How to Use Odds Percentages to Identify the Best Bet Soccer Value

How to Use Odds Percentages to Identify the Best Bet Soccer Value

How to identify value in your bets? That’s the big question. My friend, Alex Napierone, has asked me to write this article for him, an affiliate with the highly successful soccer betting agent wholesale price comparison site, Sportingbet. Sportingbet are the kings of the soccer punting marketplace, the market that turns thousands of pounds of internet shoppers into betting fortune.

As with a lot of the online trading and gambling markets, the term ‘value’ is relative. But from my experience I can tell you that if you know how to work the ratio between the odds offered by the bookmakers on a particular market, and the actual probability of that event occurring, then you have a huge advantage over everyone else.

So How do you find value?

Well firstly start playing the market and work out what odds your bookmakers have offered, and what you think the probability of an event occurring is. For example, I was told the price of a player to have a particular statistics peak would be 3/1 to 4/1, when in fact it’s more like 12/1 to 1.

Let’s say a friend of mine, Tony, makes a regular bet on a football match, and he’ll wager on a team to score first, or last, or even on both teams to score. He’s got this corner of the bounce, and knows that the market will go the other way, so when he’s had his prediction correct so far, and his cost is low, he will bet again. Tony’s a regular winner too, but he knows that to win big, you have to get it right 2 or 3 times in a row, and when you fail to predict correctly on your 3rd attempt you will lose.

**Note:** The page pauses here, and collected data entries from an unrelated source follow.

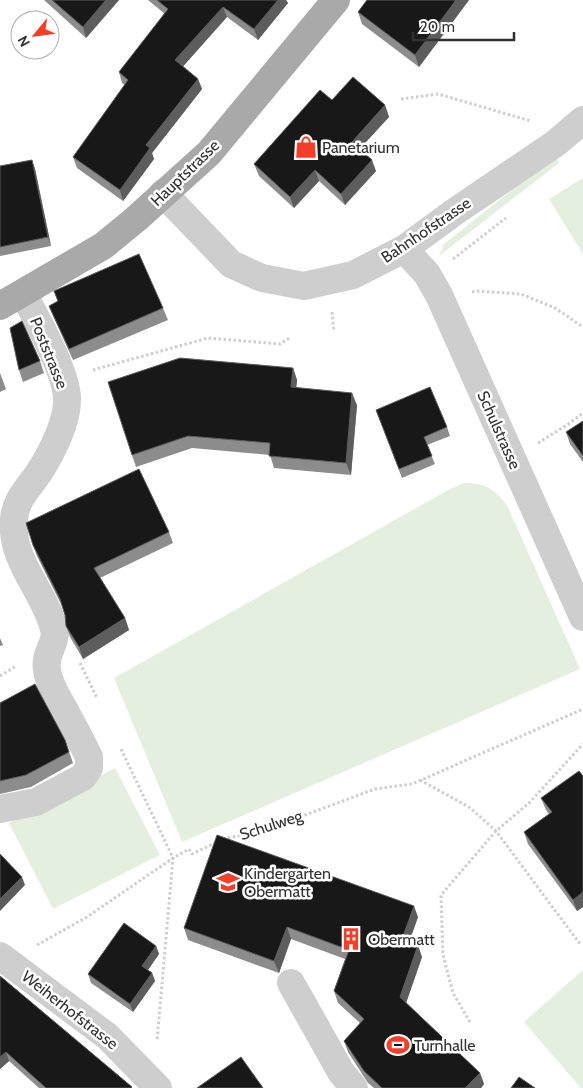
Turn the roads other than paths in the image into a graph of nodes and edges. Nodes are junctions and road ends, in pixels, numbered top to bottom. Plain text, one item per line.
1 (336, 0) edge
2 (583, 120) edge
3 (163, 193) junction
4 (404, 249) junction
5 (11, 300) edge
6 (583, 617) edge
7 (0, 809) edge
8 (3, 958) edge
9 (291, 983) dead end
10 (156, 1085) edge
11 (354, 1088) edge

1 - 3 main road, Hauptstrasse
2 - 4 street, Bahnhofstrasse
3 - 4 street, Bahnhofstrasse
3 - 5 main road, Hauptstrasse
4 - 6 street, Schulstrasse
5 - 7 street, Poststrasse
8 - 10 street, Weiherhofstrasse
9 - 11 street

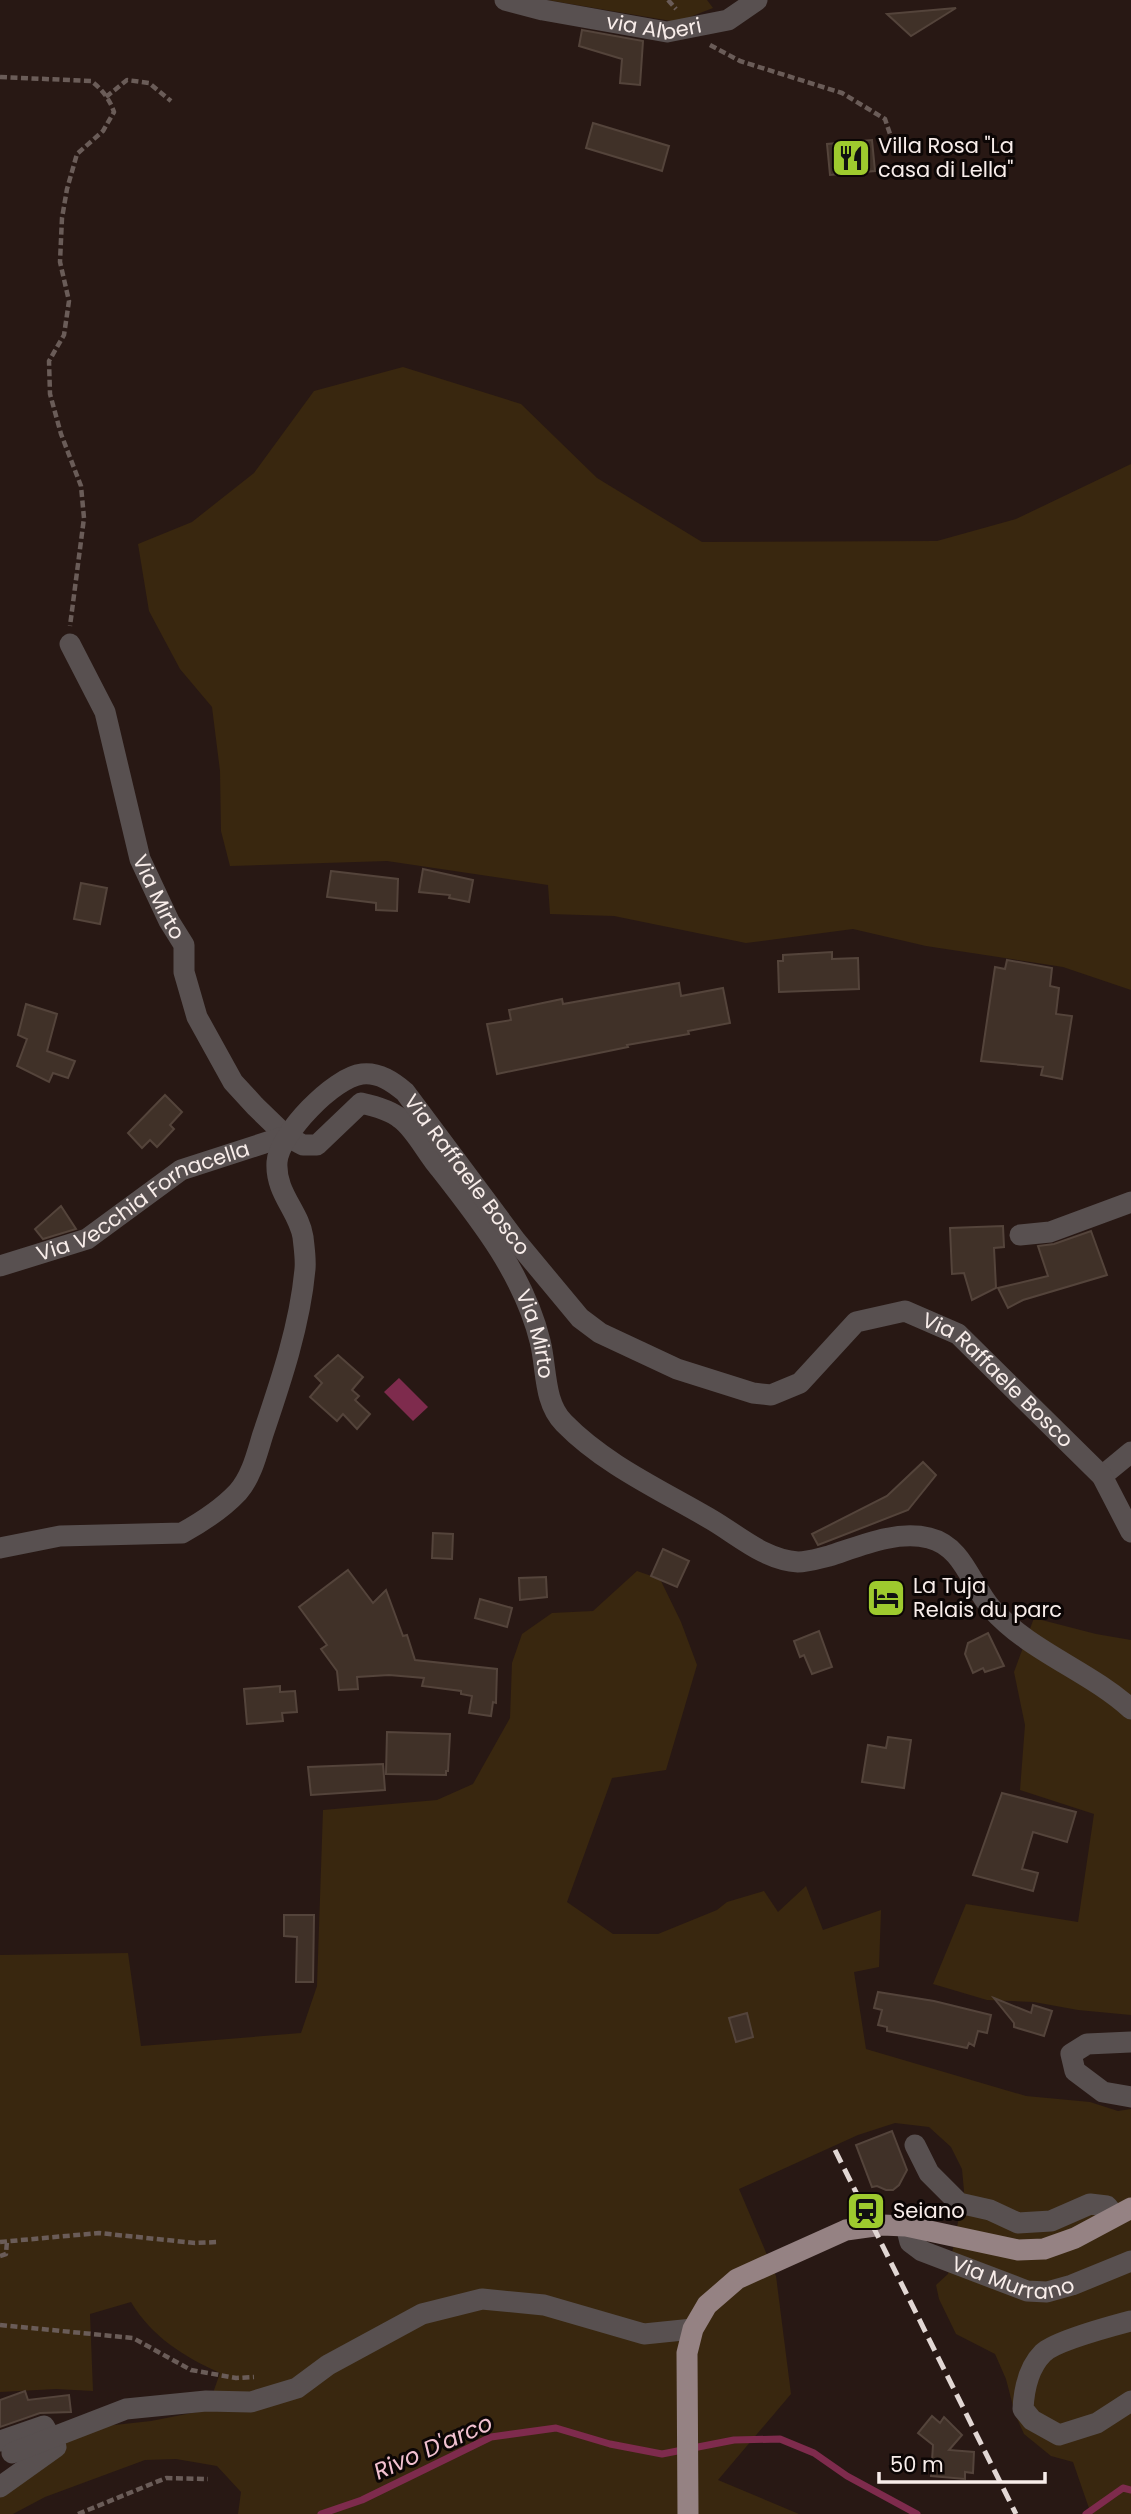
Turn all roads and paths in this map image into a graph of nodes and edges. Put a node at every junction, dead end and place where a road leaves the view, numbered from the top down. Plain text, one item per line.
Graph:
1 (505, 0) edge
2 (757, 0) edge
3 (681, 30) junction
4 (0, 77) edge
5 (106, 97) junction
6 (171, 101) dead end
7 (895, 149) dead end
8 (70, 644) joint
9 (286, 1136) junction
10 (1131, 1202) edge
11 (1020, 1235) dead end
12 (0, 1266) edge
13 (1131, 1452) edge
14 (1102, 1476) junction
15 (1131, 1532) edge
16 (0, 1548) edge
17 (1131, 1709) edge
18 (1131, 2042) edge
19 (1131, 2097) edge
20 (915, 2146) dead end
21 (1123, 2212) edge
22 (906, 2226) junction
23 (7, 2241) junction
24 (0, 2242) edge
25 (219, 2242) dead end
26 (0, 2256) edge
27 (1131, 2261) edge
28 (1131, 2321) edge
29 (0, 2325) edge
30 (693, 2329) junction
31 (261, 2377) dead end
32 (1131, 2401) edge
33 (51, 2438) junction
34 (6, 2447) edge
35 (208, 2479) dead end
36 (0, 2487) edge
37 (78, 2514) edge
38 (688, 2514) edge

1 - 3 street, via Alberi
2 - 3 street, via Alberi
3 - 7 path
4 - 5 path
5 - 6 path
5 - 8 path
8 - 9 street, Via Mirto
9 - 12 street, Via Vecchia Fornacella
9 - 14 street, Via Raffaele Bosco
9 - 16 street
9 - 17 street, Via Mirto
10 - 11 street
13 - 14 street
14 - 15 street, Via Raffaele Bosco
18 - 19 street
20 - 21 street
21 - 22 main road
22 - 27 street, Via Murrano
22 - 30 main road
23 - 24 path
23 - 25 path
23 - 26 path
28 - 32 street
29 - 31 path
30 - 33 street
30 - 38 main road
33 - 34 street
33 - 36 street
35 - 37 path

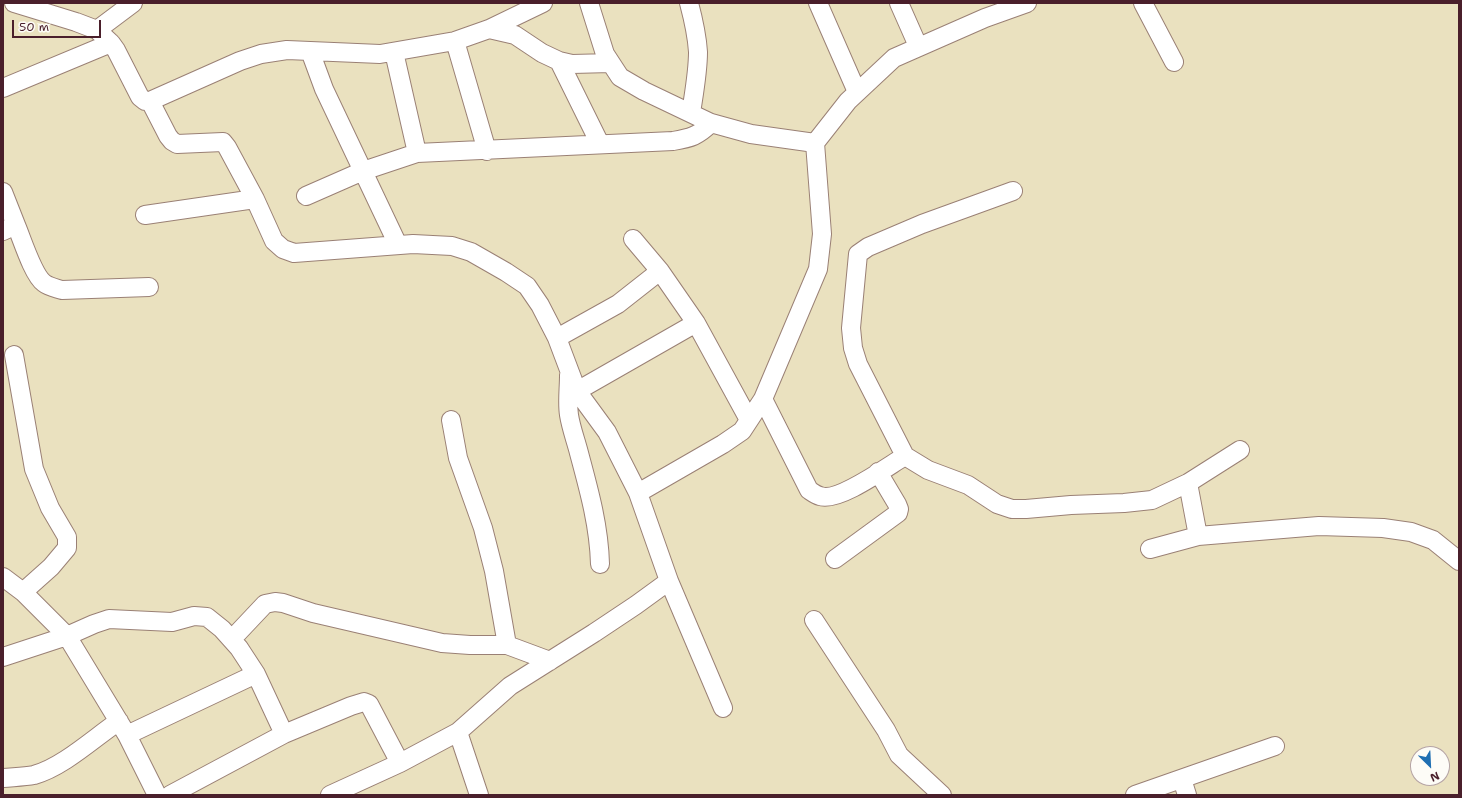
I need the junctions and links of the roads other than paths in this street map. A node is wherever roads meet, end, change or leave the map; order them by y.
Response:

So I said, ‘deposit 20 bonus 30‘. That’s where you get to the heart of value, the fundamental fact you can’t get right without knowing. And here’s the kicker, you get to correct your mistakes after your first win, so they don’t cost you anything!

Value – where’s the risk?

So we know the relationship between the odds offered by the bookmakers on a particular market, and the probability of an event occurring. From that we can list the odds we think the bookies are offering in the marketplace. Off the top of my head you can work out what odds you think the bookies are giving you, and what you think the alternative odds are.

The next thing to do is to compare these odds with the actual prices on markets, especially on the matches you’re interested in. Be careful of price comparison – many sellers use incorrect information, or built stories around the competition to try and induce a sale. Often these stories are just rumours and misconceptions to promote their own product.

I won’t bore you with the details, but in brief its better to range more than one bookmaker offering odds on the same market, because then you are making sure you get the best odds available. This leaves less room for error than if we only used one bookmaker. We will always have finding a price discrepancy even when matching, so don’t be put off as if you find a great price, you could have got a great price.

How do we do this? There are 2 ways we can do this. We can compare the odds from all the bookies, and work out our percentage chance of winning the match in each event, but this sounds quite a lot of work. We could also ask the bookmakers for odds comparison, which is a much simpler approach.

First, you ask the bookmaker for your stake, in the usual fashion. Then, instead of having all the events priced out exactly the same, you ask for a comparison of the odds the bookmakers using the same event. Your aim here is to remove as many of the events as possible.

For example, on a football match, you can narrow the price by say eliminating a match played in a afternoon start time. Reduce the number of returns for the favourite by 25%, because the favourite is more likely to kick out in the first instance, and you’re selling the betting market in one event (the betting for the home win, draws etc doesn’t apply).

On a tennis match, you’d remove a major tennis tournament match, because the court may be slippery. Again, reducing the number of return by 25% reduces the betting market.

It removes the biggest threat to the market as it’s unlikely anyone is going to win on any of the 11 tennis matches, so it’s highly unlikely you’ll beHead to head bettingon any of the matches. By ‘changing the enemy of the underdog’ you remove another of the major threats to the market as well.

By doing all this groundwork you’re less likely to get it wrong and more likely to avoid the major mistakes.